Так же вот и Клашка. Ее хлебом не покорми, но удивление выкажи — будто она в доме этом не совсем своя, а придет кто и спросит: «Чья же это у вас?» Мало того, чтобы и свой мужик вроде бы как подумал: «А откудова же я ее взял такую? И что мне с ней с такой делать?»
И действительно, он ведь который раз так и думал. Виду Клашке особого не подавал, а думал.
Приходило же в голову, будто не она его, а он ее когда-то завлек: «Такой парень, такой парень был — никому девку не уступил, ото всех-то ее отбил!» Удивлялся: сроду не любил ни перед кем выхваляться, и вот на тебе — сам перед собой выдумывал! Ему бы не выдумывать, ругать себя. Было за что себя ругать…

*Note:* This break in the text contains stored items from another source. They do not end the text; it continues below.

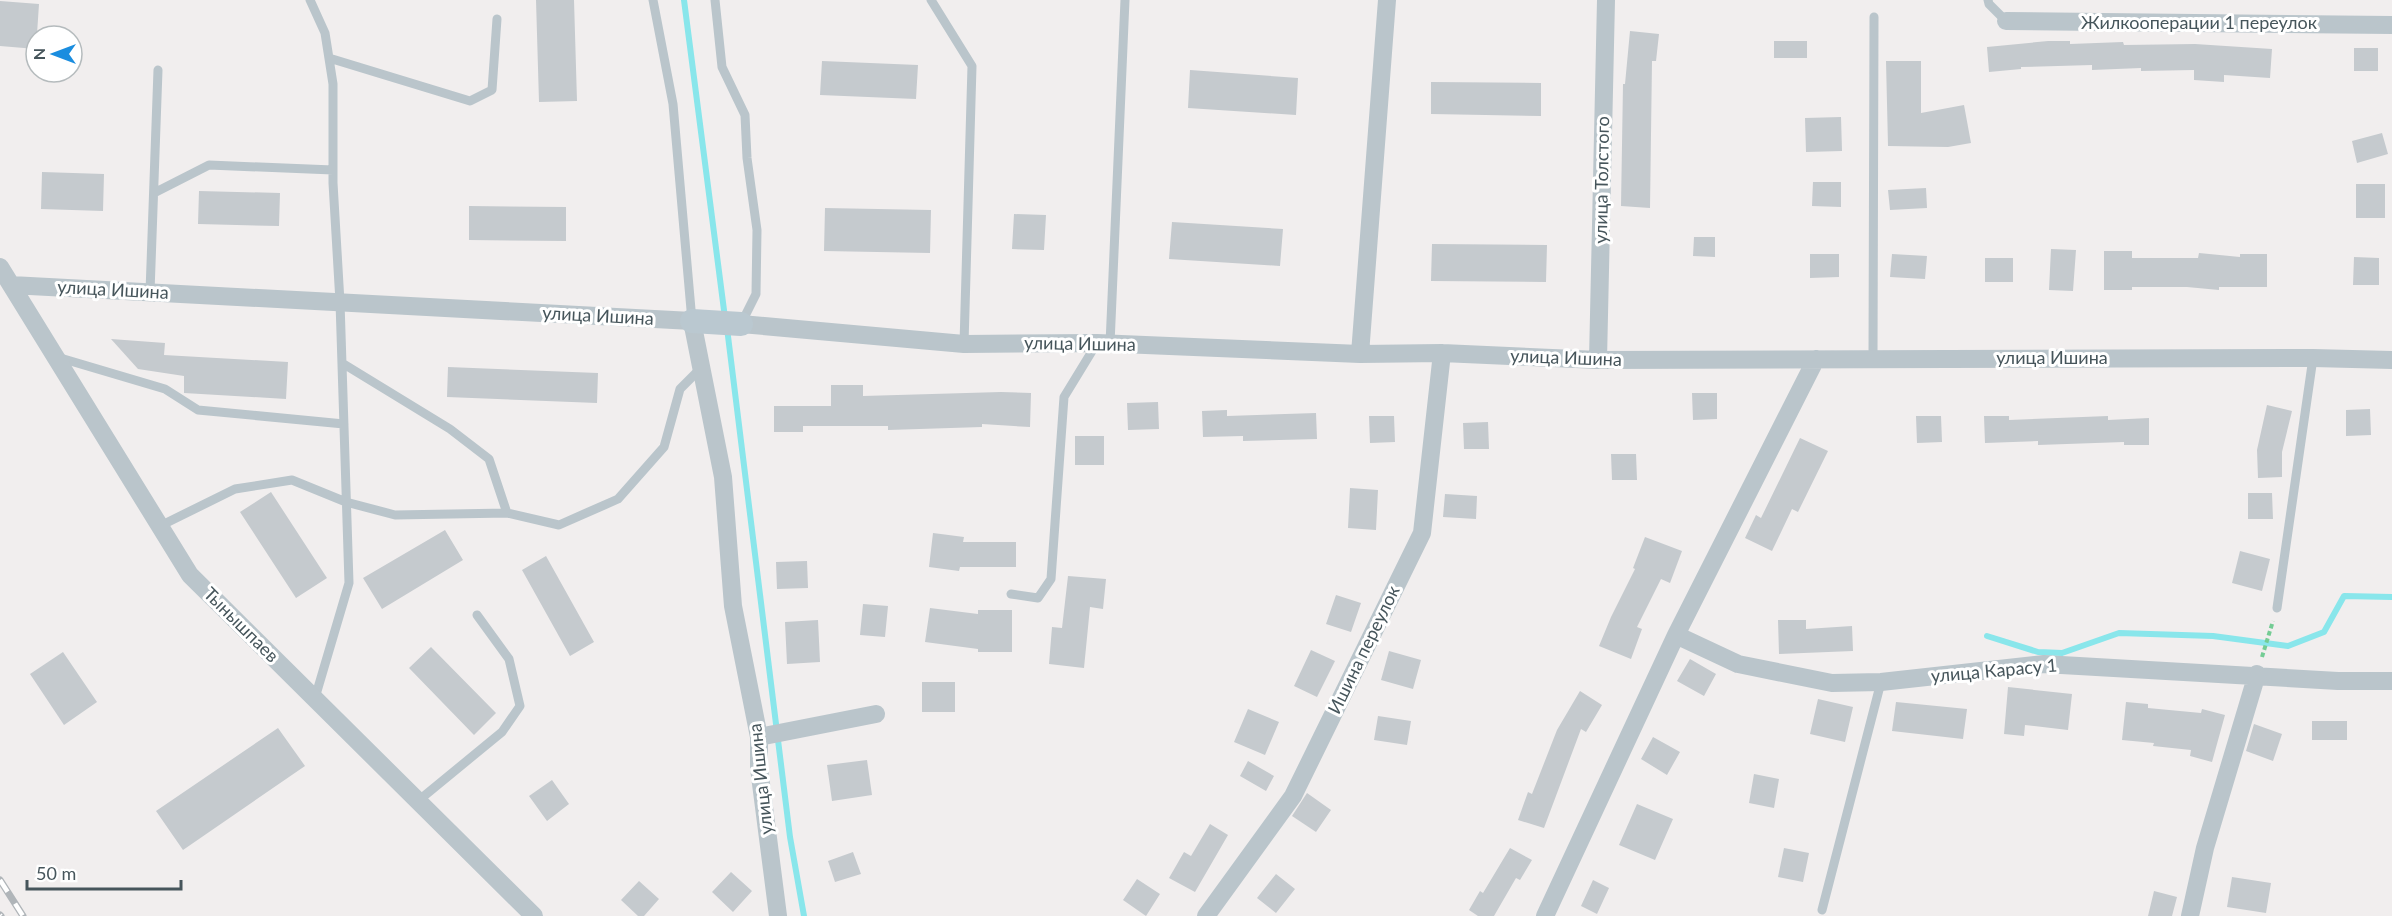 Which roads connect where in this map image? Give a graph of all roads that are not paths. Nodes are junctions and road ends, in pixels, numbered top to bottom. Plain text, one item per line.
1 (310, 0) edge
2 (653, 0) edge
3 (715, 0) edge
4 (931, 0) edge
5 (1125, 0) edge
6 (1386, 0) edge
7 (1606, 0) edge
8 (1988, 0) edge
9 (1874, 18) dead end
10 (497, 19) dead end
11 (2006, 21) joint
12 (2392, 25) edge
13 (329, 58) junction
14 (158, 70) dead end
15 (333, 170) junction
16 (154, 193) junction
17 (0, 267) edge
18 (11, 285) junction
19 (150, 292) junction
20 (340, 302) junction
21 (692, 321) junction
22 (741, 324) junction
23 (1104, 343) junction
24 (964, 344) junction
25 (1442, 353) junction
26 (1360, 354) junction
27 (55, 356) junction
28 (2313, 358) junction
29 (1816, 359) junction
30 (1873, 359) junction
31 (1598, 360) junction
32 (2392, 360) edge
33 (342, 363) junction
34 (701, 368) junction
35 (344, 424) junction
36 (346, 502) junction
37 (507, 513) junction
38 (160, 525) junction
39 (1011, 594) dead end
40 (2277, 608) road end
41 (477, 615) dead end
42 (1676, 635) junction
43 (2257, 675) junction
44 (2392, 681) edge
45 (1881, 682) junction
46 (315, 698) junction
47 (876, 714) dead end
48 (759, 737) junction
49 (418, 801) junction
50 (1822, 910) dead end
51 (534, 916) edge
52 (778, 916) edge
53 (1206, 916) edge
54 (1545, 916) edge
55 (2190, 916) edge

1 - 13 lane
2 - 21 lane
3 - 22 lane
4 - 24 lane
5 - 23 lane
6 - 26 street
7 - 31 street, улица Толстого
8 - 11 lane
9 - 30 lane
10 - 13 lane
11 - 12 street, Жилкооперации 1 переулок
13 - 15 lane
14 - 16 lane
15 - 16 lane
15 - 20 lane
16 - 19 lane
17 - 18 street, Тынышпаев
18 - 19 street, улица Ишина
18 - 27 street, Тынышпаев
19 - 20 street, улица Ишина
20 - 21 street, улица Ишина
20 - 33 lane
21 - 22 street
21 - 34 street, улица Ишина
22 - 24 street, улица Ишина
23 - 24 street, улица Ишина
23 - 26 street, улица Ишина
23 - 39 lane
25 - 26 street, улица Ишина
25 - 31 street, улица Ишина
25 - 53 street, Ишина переулок
27 - 35 lane
27 - 38 street, Тынышпаев
28 - 30 street, улица Ишина
28 - 32 street, улица Ишина
28 - 40 lane
29 - 30 street, улица Ишина
29 - 31 street, улица Ишина
29 - 42 street
33 - 35 lane
33 - 37 lane
34 - 37 lane
34 - 48 street, улица Ишина
35 - 36 lane
36 - 37 lane
36 - 38 lane
36 - 46 lane
38 - 46 street, Тынышпаев
41 - 49 lane
42 - 45 street, улица Карасу 1
42 - 54 street
43 - 44 street, улица Карасу 1
43 - 45 street, улица Карасу 1
43 - 55 street
45 - 50 lane
46 - 49 street, Тынышпаев
47 - 48 street
48 - 52 street, улица Ишина
49 - 51 street, Тынышпаев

Иной раз живет в избушке во время пашни либо в таловом шалаше на сенокосе и вдруг ни с того ни с сего запрягает, гонит домой. Приезжает на Клашку злой, глаза бы на нее не глядели, а она охает да вздыхает, да еще и жалеет его, как это неотложно запонадобилось ему ехать, и, вздыхая-охая, бежит топить баню. Покуда он парится — моет в горнице, подушки взбивает выше грядок. То ли она смеется над ним?

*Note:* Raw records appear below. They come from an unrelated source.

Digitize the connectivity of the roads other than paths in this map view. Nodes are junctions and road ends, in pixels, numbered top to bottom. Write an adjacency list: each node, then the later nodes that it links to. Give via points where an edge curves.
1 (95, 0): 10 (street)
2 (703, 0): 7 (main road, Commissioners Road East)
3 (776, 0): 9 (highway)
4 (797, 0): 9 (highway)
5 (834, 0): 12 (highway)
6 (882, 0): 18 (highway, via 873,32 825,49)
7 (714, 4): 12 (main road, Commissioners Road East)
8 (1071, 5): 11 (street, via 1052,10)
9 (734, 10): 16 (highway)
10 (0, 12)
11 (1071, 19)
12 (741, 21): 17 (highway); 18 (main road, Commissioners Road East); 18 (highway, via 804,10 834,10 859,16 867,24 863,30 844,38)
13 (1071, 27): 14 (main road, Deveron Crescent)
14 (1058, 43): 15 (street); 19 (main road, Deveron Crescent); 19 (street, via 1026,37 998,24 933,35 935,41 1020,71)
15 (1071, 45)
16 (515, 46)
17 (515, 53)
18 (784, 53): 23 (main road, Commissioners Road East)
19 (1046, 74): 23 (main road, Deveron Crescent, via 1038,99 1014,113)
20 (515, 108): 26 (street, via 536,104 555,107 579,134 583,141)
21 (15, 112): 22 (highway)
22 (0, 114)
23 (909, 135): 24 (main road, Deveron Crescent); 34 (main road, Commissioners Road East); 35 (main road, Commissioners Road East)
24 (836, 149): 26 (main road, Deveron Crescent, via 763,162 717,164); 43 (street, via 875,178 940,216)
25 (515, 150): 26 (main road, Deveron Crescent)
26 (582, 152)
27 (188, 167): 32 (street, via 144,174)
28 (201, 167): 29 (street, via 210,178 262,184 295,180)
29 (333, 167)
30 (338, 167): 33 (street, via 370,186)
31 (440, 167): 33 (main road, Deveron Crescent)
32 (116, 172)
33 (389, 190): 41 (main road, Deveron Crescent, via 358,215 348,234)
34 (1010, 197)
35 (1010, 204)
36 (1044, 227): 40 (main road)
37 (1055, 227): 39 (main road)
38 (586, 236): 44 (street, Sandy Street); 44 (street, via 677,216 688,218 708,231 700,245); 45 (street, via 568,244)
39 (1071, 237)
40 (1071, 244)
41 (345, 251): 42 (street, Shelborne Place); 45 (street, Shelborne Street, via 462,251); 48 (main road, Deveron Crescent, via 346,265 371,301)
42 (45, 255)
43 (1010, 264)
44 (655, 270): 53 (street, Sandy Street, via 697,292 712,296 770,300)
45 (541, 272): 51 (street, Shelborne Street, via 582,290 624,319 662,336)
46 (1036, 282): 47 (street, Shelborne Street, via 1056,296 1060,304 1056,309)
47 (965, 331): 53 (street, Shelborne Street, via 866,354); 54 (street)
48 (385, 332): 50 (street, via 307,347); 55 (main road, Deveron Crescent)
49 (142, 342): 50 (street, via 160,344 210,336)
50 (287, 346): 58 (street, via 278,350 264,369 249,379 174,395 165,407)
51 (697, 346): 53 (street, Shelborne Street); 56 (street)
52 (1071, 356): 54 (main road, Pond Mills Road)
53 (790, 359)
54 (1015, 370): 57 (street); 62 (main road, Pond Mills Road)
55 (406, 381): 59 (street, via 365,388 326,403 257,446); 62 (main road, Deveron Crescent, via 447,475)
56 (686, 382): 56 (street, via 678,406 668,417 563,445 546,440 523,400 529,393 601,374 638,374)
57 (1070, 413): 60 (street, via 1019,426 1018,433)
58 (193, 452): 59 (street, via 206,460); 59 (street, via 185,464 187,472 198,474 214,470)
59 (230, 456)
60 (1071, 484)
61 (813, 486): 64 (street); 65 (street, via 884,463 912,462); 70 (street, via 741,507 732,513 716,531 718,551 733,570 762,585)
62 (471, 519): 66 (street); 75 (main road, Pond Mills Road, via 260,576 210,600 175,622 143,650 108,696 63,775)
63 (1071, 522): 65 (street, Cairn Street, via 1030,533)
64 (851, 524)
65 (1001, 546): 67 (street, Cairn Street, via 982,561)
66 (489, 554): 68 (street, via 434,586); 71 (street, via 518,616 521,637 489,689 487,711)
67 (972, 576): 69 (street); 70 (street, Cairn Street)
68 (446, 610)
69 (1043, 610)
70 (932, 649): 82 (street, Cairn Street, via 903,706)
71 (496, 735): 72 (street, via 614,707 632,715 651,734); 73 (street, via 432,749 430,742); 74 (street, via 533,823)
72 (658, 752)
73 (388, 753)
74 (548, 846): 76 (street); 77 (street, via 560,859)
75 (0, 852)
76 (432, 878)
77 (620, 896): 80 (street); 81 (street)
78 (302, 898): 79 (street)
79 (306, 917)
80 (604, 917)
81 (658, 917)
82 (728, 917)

…Не узнать. И ни к чему узнавать, разговор заводить. Не ее, бабьего, ума дело.
Еще не забрезжит — он уже обратно то ли Рыжего, то ли Серого нахлестывает, а мнится — это нахлестывает он сам себя: «Урожая не будет — так ты вспомнишь, мужик, денек-то нонешний, гулевой… Пожалеешь, что загонку лишнюю не сдвоил, что еще одну копешку сена не поставил, по кустам не пошарился с литовкой!»
Не сломилась в замужестве Клашка, как отец нарекал когда-то, совсем наоборот — вышла из нее баба справная, гладкая. Глядеть стала глазами перед собой вроде совсем прямо, косой ее никто уже и не называл. Ребятишек принесла двух, оба были парнишками, это в чаузовском роду велось — парни да парни.

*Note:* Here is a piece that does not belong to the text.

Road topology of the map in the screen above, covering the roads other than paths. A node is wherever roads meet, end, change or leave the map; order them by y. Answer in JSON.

Но от ласки кони портятся, не то что бабы, и для того, чтобы не забаловалась, чтобы себя помнила, для порядка, хоть и берег, а иной раз объяснял — из какой бедности взял ее.
Своих же старших братьев ставил ей в пример — те взяли богатых, а ведь он был против большаков побойчее, пограмотнее, в любом деле сноровистее.
И тут Клашка замолкала, жалостливо как-то начинала звякать чугунами своими, заслонкой и ухватами — ровно в церковные колокольцы на похоронах, а он посмеивался: бабий ум! Что было, то было, из-за чего сердиться, впадать в нервы? Ежели ты рыжий — не говорить же, будто чернота у тебя цыганская? Ежели вся деревня знает — не для себя же одной в секрет играть?
На то пошло — он в этом деле глупее ее оказался: не с того мужик мужицкую жизнь должен начинать, не с того, чтобы поддаваться девке, но кори себя не кори — дело такое было.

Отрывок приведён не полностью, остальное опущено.